Location
- Station Road Cheadle, Stoke-on-Trent, Staffordshire, ST10 1LH England
- Coordinates: 52°58′54″N 1°59′24″W﻿ / ﻿52.9816°N 1.99°W

Information
- Type: Academy
- Motto: Feliciter Promovender "Promoting Success"
- Established: 1970
- Department for Education URN: 136959 Tables
- Ofsted: Reports
- Principal: Nicola Slack
- Staff: 71
- Gender: Coeducational
- Age: 11 to 18
- Enrolment: 800
- Houses: Tenacity, Integrity, Unity
- Colour: Blue
- Website: http://www.thecheadleacademy.co.uk/

= The Cheadle Academy =

The Cheadle Academy (formerly Cheadle High School) is a coeducational secondary school with academy status located in Cheadle, Staffordshire in the Midlands area of England.

It has around 790 pupils ranging from Year 7 to 13. The Cheadle Academy has its own sixth form provision that opened in September 2017.

The Cheadle Academy is a specialist arts school. It offers a broad curriculum base, offering students the chance to study a wide range of subjects. Students in Year 10 and Year 11 can choose from subjects such as Health and Social Care, BTEC Sport, Business Studies, ICT, Geography and History.
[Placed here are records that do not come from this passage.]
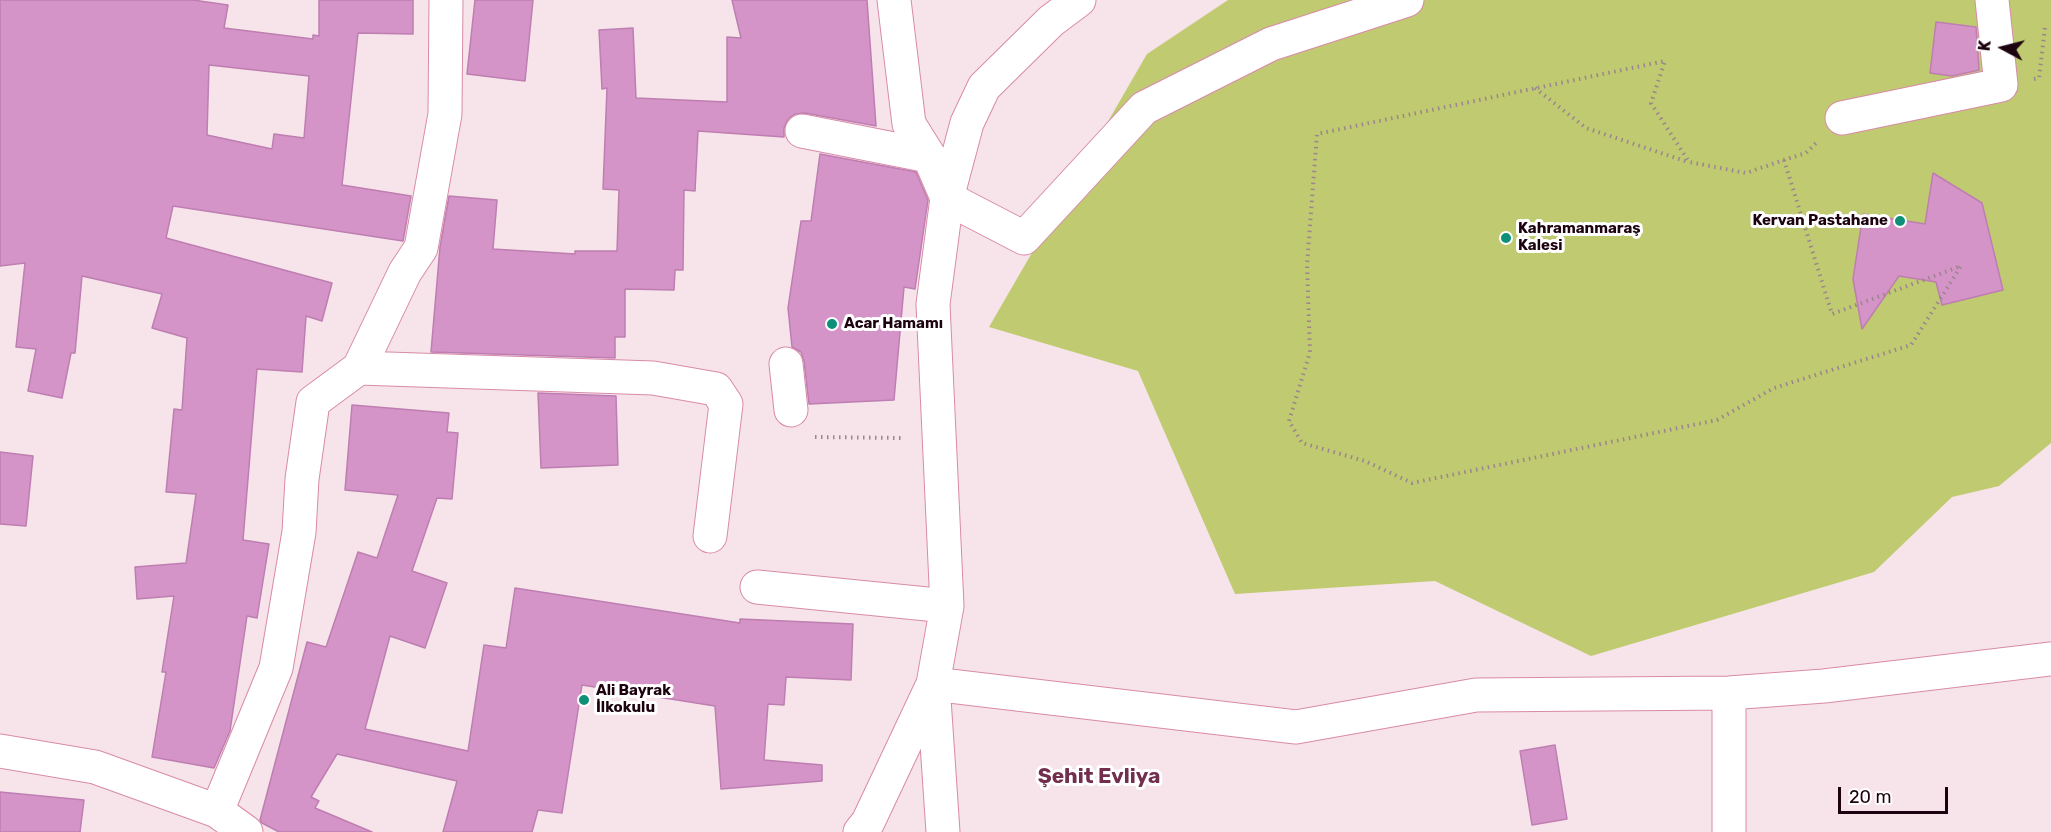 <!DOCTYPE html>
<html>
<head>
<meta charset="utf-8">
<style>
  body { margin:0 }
  #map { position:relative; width:2051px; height:832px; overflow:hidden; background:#f6e4ea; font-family:Rubik,sans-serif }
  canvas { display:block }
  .north { position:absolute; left:1973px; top:18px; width:60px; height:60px; -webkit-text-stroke:4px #fff; paint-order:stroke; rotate:277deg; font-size:16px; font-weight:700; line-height:24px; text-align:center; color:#1d030f }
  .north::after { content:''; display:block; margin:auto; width:21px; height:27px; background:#1d030f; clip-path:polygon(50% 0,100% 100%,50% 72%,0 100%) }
  .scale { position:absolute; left:1838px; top:787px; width:110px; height:27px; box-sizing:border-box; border:3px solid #1d030f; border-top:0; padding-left:8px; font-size:18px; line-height:21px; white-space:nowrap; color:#1d030f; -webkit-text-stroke:4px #fff; paint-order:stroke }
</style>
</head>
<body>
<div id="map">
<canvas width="2051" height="832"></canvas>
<div class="north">K</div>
<div class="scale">20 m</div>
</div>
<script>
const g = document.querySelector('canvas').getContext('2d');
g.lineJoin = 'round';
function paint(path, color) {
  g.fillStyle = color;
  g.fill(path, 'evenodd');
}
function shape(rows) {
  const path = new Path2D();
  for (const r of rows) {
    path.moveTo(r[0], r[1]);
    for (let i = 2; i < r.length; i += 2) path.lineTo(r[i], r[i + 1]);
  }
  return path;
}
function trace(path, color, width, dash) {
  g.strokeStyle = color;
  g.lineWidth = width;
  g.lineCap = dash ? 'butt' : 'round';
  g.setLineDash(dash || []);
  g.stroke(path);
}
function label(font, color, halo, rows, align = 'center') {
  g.font = font + ' Rubik,sans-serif';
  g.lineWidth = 6;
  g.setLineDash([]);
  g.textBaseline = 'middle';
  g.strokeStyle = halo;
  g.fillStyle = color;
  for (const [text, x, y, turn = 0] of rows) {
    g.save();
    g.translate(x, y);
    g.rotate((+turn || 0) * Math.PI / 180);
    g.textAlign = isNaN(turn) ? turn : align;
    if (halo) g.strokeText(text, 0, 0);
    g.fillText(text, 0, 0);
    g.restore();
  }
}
paint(shape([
  [1228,0,2051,0,2051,443,1999,486,1952,497,1874,572,1591,656,1435,581,1235,594,1138,371,989,327,1147,54]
]), '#c0ca70');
const building = shape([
  [0,0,193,0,228,5,224,28,313,39,313,35,319,36,319,0,413,0,413,34,358,33,342,185,411,196,403,241,173,206,166,238,332,283,322,321,306,316,302,372,257,369,243,540,269,544,257,618,247,616,230,731,214,768,152,757,166,672,162,672,174,596,137,599,135,567,186,563,196,494,166,492,174,409,182,410,187,338,152,328,162,294,82,276,75,353,71,353,62,398,28,391,36,349,16,347,25,263,0,266,0,0],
  [209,65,309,76,304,138,274,134,272,149,207,135,209,65],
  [475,0,533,0,525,81,467,74,475,0],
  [732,0,867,0,876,126,805,113,795,114,788,119,784,128,784,137,698,131,695,191,684,190,683,270,675,270,674,290,625,289,625,337,615,337,615,358,431,352,440,247,449,196,497,200,493,249,575,254,575,251,617,251,619,190,603,189,607,88,602,89,599,30,633,28,636,98,727,102,727,37,741,38,732,0],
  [1936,22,1976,27,1979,70,1952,76,1930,73,1936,22],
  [820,154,916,172,928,200,915,289,904,287,894,400,809,404,804,361,801,352,792,347,788,308,801,221,811,221,820,154],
  [1933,173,1982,203,2003,290,1942,305,1936,282,1899,276,1862,329,1853,279,1863,214,1925,224,1933,173],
  [538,393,616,396,618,465,541,468,538,393],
  [352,405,449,413,447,432,458,433,452,499,437,498,412,571,447,583,425,648,390,636,365,729,468,751,484,645,506,648,515,588,740,623,740,619,853,624,851,680,786,677,784,705,768,704,764,760,822,765,822,781,721,789,715,706,582,685,562,813,538,810,532,832,443,832,457,781,337,754,311,797,319,801,315,808,372,832,279,832,262,823,260,820,307,642,326,647,358,552,377,558,398,495,345,490,352,405],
  [0,452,33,456,26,526,0,524,0,452],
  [1555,745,1567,819,1532,825,1520,751,1555,745],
  [0,792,84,800,80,832,0,832,0,792]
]);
paint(building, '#d594c7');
trace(building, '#be7eb1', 1.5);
const minor = shape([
  [894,0,909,124,929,156,947,198,1024,238,1144,108,1271,44,1407,0],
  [1842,118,2001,85,1992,0],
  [802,131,929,156],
  [786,364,791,410],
  [359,368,653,378,716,389,726,404,710,536],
  [757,587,947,606],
  [1729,693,1729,832],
  [0,751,95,767,217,811,246,832],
  [217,811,276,668,299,532,302,479,313,402,359,368,405,272,421,248,445,114,446,0],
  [860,832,868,822,933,684,947,606,933,304,947,198,967,123,984,87,1051,21,1079,0],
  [943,832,933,684,1296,727,1476,695,1729,693,1824,686,2051,659]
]);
trace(minor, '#d98aa9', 35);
trace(shape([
  [2034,79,2039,78,2045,27],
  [1535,88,1586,128,1688,162],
  [1784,160,1832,314,1961,266,1911,345,1774,388,1717,420,1412,483,1365,461,1302,443,1289,421,1310,352,1307,265,1317,134,1665,61,1651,103,1689,162,1746,173,1784,160,1806,153,1818,141],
  [815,437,903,438]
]), '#9b858e', 4, [1.5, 4.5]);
trace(minor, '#fff', 33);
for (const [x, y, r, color] of [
  [1900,221,6,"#0d9077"],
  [1506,238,6,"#0d9077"],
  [832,324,6,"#0d9077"],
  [584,700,6,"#0d9077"]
]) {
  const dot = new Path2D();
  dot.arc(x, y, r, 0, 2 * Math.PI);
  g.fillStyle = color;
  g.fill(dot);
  trace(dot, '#fff', 2);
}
label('bold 15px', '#1d030f', '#fff', [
  ["Kervan Pastahane",1888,221,"right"],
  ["Kahramanmaraş",1518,229],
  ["Kalesi",1518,246],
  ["Acar Hamamı",844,324],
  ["Ali Bayrak",596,691],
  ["İlkokulu",596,708]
], 'left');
label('bold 21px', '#722e4c', '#fff', [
  ["Şehit Evliya",1099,777]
]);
</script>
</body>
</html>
The proportion of students achieving 9-5 grades in Maths was 67% and in English Language the proportion of students achieving 9-5 was 68%. In English Literature this was 98%. Overall the proportion of pupils who were entered for 5 or more GCSE, and achieved 5 or more 9-5 grades, was 61%. Similarly, the pass rate for Grade 5 or more 9-5 including English and Maths was 58%.

== History ==
The school was formed by the merging of Cheadle Grammar School and Mackenzie Secondary Modern. In 1975 the two schools being adjacent to each other, but separated by what is now Painsley Catholic College. There is now a sixth form college on site - The Cheadle Sixth Form

== Curriculum ==
The Cheadle Academy teaches Science, Maths, English, Languages, Religious Education, Business Studies, Information Communication Technology, Health and Social Care, Sport, Geography, History, Art, Technology, Physical Education and, Music.

== Radio ==
The Cheadle Academy hosts its own fully licensed high school radio station which features shows produced by pupils and staff, representing local interests of all stakeholders. The station is popular with both pupils and members of the local area, who can listen online via the online player.

Listeners are encouraged to take part in the show via text message (cheadle + message to 07786 206955).

== School productions ==
The school produces many musical and drama productions. Some of the more recent productions have included; Back to the 80s and Grease.